§ TASK PROMPT
Scan the data. Collect each line that contains the word "Arjuno".

§ Data extracted from a collection

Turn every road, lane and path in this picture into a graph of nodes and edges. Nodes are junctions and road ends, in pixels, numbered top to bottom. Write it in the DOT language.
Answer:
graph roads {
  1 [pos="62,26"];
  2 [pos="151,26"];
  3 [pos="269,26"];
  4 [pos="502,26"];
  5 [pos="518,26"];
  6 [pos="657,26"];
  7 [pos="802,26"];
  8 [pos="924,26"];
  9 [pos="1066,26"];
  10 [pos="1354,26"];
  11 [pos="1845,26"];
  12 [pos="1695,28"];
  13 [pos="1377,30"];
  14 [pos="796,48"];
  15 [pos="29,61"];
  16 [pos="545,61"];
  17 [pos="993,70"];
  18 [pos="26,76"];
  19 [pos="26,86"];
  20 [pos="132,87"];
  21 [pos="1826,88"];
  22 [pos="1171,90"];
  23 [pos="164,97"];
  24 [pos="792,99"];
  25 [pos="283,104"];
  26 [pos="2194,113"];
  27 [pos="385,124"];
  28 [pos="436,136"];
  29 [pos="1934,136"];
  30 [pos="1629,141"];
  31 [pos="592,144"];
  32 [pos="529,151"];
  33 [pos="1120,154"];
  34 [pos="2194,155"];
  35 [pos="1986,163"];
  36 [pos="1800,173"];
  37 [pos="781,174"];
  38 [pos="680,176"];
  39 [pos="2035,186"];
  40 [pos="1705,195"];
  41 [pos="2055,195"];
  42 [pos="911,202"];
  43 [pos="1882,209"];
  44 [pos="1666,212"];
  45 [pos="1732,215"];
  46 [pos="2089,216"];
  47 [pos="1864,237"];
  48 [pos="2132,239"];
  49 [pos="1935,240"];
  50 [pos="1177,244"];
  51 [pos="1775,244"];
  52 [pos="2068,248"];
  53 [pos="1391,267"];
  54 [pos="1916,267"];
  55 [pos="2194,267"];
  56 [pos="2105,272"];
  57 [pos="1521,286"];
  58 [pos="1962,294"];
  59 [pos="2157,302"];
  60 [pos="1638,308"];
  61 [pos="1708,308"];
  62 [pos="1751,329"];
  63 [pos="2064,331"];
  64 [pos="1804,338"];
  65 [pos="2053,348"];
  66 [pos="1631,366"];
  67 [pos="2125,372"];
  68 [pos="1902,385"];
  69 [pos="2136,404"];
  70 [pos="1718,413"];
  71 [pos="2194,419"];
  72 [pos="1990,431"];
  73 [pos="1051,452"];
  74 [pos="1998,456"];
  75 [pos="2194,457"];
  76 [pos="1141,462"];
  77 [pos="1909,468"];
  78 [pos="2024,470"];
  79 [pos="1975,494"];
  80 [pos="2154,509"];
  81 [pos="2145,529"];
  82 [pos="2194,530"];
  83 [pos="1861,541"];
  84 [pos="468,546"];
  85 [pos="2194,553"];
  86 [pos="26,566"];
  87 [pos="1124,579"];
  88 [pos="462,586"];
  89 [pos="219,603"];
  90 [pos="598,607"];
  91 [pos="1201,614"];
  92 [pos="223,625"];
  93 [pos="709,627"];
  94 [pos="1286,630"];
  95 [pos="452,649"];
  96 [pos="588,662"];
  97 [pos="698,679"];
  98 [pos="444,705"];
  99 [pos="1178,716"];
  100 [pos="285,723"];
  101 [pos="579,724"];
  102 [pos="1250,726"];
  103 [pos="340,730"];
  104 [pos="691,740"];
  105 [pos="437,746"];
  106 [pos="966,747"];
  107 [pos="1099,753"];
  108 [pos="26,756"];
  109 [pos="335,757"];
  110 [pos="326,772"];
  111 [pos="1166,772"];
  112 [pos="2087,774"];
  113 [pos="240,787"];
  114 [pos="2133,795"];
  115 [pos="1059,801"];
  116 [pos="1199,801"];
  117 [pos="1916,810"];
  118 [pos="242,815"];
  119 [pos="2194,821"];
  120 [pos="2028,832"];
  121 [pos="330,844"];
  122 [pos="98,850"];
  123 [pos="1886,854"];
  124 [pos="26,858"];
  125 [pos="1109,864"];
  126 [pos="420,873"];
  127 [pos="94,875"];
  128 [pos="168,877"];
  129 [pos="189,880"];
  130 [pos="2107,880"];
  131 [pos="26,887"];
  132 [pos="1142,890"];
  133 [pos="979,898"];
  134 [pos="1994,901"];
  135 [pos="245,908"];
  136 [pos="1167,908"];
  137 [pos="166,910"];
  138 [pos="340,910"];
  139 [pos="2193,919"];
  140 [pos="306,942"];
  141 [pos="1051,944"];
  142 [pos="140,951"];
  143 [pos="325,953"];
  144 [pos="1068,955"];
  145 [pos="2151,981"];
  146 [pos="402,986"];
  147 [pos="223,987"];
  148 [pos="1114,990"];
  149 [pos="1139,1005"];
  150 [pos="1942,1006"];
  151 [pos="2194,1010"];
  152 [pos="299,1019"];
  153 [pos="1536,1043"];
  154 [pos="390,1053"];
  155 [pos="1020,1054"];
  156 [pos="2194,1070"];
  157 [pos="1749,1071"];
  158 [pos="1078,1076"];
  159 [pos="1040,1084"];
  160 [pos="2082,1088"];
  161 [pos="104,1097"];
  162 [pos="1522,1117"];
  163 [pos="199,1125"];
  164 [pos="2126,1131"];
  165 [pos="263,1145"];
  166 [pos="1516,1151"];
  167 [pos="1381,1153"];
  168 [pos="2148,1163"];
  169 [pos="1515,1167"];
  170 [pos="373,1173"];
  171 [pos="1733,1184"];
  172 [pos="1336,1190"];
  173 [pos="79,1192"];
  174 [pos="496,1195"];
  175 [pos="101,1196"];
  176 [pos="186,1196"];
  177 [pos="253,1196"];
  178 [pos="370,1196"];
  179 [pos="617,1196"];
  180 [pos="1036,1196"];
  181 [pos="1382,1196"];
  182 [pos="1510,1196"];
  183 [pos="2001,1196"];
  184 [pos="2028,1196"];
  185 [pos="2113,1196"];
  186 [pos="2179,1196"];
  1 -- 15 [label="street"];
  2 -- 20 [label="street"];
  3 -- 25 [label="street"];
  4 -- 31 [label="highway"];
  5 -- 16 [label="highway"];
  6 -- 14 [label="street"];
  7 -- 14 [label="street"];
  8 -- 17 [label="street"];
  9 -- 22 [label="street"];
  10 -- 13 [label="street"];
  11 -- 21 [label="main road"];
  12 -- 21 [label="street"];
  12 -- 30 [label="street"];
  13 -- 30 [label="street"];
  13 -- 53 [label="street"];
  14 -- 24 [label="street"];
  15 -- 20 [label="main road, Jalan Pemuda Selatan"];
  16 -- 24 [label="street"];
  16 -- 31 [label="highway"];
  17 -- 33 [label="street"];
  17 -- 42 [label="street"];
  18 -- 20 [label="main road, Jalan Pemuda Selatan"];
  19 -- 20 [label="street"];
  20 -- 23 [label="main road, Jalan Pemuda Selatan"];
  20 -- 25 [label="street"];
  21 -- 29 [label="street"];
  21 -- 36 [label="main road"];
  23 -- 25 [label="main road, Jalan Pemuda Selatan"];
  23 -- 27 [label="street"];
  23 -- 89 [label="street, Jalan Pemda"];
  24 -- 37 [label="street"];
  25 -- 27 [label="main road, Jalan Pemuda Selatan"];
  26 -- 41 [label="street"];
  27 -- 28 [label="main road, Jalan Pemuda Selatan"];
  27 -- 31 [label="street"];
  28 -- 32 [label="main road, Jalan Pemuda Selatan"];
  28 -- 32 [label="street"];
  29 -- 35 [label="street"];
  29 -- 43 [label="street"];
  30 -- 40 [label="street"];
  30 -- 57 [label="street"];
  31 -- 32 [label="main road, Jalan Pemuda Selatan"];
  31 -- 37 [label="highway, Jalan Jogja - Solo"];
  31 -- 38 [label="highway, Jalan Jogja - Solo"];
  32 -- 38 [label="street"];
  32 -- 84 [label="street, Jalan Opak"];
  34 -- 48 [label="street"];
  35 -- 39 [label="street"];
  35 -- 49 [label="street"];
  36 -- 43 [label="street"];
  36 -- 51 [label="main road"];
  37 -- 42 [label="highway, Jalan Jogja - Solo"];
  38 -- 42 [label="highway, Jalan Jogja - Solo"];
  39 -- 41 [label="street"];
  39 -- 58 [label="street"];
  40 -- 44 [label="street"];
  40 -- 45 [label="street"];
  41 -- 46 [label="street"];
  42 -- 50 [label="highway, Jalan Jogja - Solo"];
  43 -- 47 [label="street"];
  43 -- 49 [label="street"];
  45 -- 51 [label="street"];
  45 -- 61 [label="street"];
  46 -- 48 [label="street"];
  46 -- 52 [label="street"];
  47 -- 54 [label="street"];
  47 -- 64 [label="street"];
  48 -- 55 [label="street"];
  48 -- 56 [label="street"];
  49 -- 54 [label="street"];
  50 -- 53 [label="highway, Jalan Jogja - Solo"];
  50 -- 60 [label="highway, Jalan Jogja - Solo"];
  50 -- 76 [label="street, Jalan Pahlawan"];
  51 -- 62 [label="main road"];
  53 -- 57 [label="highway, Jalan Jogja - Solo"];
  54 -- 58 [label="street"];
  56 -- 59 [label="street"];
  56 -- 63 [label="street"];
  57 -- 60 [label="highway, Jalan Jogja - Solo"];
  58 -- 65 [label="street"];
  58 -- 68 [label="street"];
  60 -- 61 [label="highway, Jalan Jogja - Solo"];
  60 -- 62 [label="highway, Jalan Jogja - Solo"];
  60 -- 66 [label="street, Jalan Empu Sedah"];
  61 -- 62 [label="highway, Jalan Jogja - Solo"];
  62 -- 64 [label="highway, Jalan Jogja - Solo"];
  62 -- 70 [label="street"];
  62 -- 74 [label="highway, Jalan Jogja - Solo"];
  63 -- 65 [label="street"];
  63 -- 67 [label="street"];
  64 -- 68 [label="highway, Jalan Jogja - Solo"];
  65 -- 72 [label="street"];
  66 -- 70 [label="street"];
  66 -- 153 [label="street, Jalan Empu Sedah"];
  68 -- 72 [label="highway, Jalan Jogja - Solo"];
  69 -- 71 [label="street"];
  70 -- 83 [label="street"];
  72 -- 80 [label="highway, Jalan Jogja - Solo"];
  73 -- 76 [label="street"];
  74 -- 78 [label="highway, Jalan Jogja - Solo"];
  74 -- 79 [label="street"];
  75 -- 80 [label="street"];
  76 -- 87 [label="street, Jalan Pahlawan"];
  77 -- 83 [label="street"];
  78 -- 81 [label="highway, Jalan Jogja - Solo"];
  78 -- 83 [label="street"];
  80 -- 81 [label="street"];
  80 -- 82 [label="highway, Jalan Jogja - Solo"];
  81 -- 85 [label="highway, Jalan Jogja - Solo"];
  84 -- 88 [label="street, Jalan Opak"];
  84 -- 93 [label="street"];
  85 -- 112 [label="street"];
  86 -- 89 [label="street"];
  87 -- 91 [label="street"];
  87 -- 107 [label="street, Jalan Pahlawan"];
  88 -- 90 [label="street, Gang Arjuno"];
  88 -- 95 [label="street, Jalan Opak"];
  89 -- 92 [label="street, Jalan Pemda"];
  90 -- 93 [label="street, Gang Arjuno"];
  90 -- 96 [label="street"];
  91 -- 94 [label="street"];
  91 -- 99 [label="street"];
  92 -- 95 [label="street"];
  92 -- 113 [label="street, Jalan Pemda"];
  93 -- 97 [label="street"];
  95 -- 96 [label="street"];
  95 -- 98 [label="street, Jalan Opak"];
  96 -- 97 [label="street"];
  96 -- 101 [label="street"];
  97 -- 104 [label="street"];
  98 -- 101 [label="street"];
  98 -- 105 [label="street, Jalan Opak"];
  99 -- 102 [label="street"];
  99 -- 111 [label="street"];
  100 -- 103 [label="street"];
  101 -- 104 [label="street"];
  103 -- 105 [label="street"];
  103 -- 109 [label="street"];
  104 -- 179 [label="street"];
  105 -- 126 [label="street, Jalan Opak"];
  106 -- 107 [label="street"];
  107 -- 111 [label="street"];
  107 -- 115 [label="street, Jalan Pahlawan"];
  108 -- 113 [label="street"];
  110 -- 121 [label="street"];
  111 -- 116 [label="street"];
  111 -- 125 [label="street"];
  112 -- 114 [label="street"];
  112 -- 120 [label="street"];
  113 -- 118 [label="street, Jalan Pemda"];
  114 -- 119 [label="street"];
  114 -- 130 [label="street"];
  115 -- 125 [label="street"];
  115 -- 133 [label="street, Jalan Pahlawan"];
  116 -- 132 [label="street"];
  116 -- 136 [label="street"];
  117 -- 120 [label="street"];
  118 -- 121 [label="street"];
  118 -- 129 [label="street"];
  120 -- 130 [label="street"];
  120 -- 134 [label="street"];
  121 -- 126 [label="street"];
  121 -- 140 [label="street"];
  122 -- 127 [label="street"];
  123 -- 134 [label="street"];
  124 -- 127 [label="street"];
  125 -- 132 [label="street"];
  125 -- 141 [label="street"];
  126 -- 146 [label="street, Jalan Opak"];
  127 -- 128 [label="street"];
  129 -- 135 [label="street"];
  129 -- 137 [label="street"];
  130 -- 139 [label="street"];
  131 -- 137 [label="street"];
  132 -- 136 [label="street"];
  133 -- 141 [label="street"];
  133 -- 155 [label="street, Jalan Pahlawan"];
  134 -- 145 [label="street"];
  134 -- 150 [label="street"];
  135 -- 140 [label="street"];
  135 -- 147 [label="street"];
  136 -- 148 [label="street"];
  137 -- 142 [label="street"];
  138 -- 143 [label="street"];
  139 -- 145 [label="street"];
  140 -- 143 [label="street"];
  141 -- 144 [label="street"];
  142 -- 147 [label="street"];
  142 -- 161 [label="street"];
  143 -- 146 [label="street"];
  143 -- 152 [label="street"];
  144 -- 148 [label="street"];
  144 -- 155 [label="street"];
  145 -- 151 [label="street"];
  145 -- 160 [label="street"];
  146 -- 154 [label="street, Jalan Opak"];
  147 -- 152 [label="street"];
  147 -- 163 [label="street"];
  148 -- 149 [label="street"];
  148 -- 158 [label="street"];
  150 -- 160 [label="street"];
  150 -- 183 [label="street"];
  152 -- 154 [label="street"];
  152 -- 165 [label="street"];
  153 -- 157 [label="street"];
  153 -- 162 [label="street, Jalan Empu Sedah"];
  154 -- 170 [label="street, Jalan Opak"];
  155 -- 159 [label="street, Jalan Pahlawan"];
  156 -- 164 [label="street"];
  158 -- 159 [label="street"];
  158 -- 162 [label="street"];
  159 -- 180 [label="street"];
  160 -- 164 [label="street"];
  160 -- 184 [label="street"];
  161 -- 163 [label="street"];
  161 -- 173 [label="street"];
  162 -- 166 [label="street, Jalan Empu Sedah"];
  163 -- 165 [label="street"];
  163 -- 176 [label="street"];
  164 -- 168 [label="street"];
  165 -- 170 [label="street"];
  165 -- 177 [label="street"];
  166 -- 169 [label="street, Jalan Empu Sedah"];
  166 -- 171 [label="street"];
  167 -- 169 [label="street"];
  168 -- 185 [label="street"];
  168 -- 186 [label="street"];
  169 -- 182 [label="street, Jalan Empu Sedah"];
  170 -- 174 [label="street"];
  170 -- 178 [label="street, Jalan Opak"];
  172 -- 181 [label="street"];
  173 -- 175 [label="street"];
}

§ EXERCISE RESPONSE
  88 -- 90 [label="street, Gang Arjuno"];
  90 -- 93 [label="street, Gang Arjuno"];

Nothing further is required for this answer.